Iain Softley’s cult 1994 directorial debut chronicles the Beatles’ wild early days in Hamburg’s red-light district

Ian Hart, Gary Bakewell, Stephen Dorff, Chris O’Neill and Scot Williams as the Beatles in Iain Softley’s 1994 drama Backbeat. Photo: Mark Tillie

Inspired by a photo of a young, cool European couple in love, Backbeat has become one of the most admired and enduring film stories around the mythology of the Beatles. So much so that the movie has just celebrated its 30th anniversary with a London screening.

Bit of a shock, that, isn’t it? Thirty years. I remember it so well, when Backbeat came out in 1994, following a buzzy premiere at the Sundance film festival, the same edition that gave a screening to another British offering, a certain comedy called Four Weddings and a Funeral.

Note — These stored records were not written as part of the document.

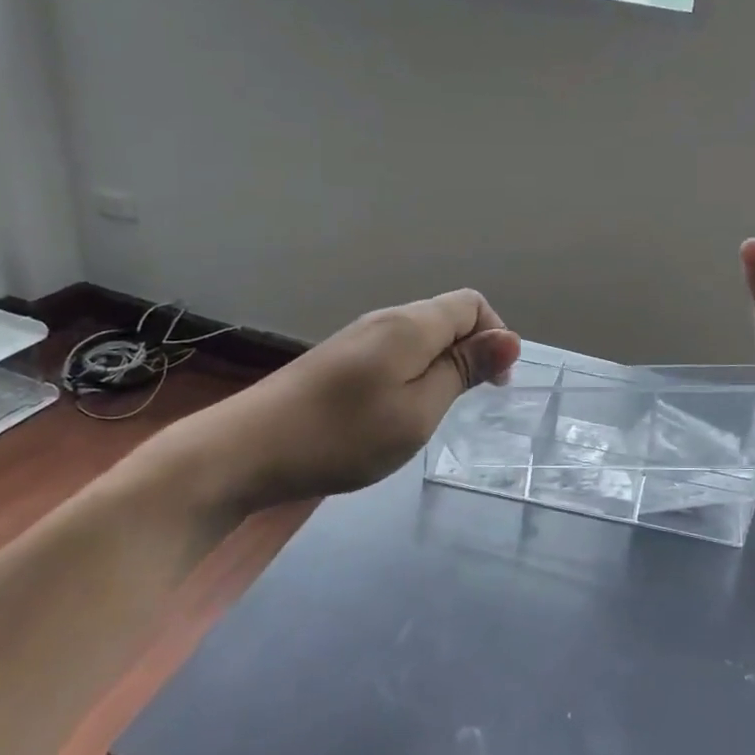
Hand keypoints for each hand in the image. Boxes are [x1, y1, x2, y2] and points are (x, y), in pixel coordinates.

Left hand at [164, 290, 520, 512]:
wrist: (245, 451)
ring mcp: (357, 338)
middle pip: (446, 316)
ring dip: (440, 366)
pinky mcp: (338, 359)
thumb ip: (463, 370)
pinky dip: (412, 374)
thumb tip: (509, 338)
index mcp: (410, 325)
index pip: (472, 303)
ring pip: (420, 337)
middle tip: (464, 405)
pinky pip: (394, 352)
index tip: (493, 386)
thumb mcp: (418, 411)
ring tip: (430, 413)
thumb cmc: (343, 435)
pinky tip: (394, 412)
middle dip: (470, 352)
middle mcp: (385, 319)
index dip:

Obviously, the Hugh Grant romcom has become a classic while Backbeat, the tale of the Beatles’ formative experiences in Hamburg, directed by Iain Softley and starring Ian Hart and Stephen Dorff, has cemented itself as more of a “cult film”, though no less cherished for it. 

I hadn’t seen the film at all in the intervening 30 years – weirdly, it is not yet available to stream here in the UK – and its story of youthful camaraderie and rock’n’roll adventure has an everlasting appeal, an energy fuelled by a sexy sense of exploration and the tantalising knowledge of what the future holds for these young men.

It helps, too, that the film’s story of Stuart Sutcliffe, the so-called fifth – or even sixth – Beatle, is still not particularly well-known to the new generations of the band’s fans. His legacy has been mainly left out of the recent hours of documentaries dedicated to the Fab Four. 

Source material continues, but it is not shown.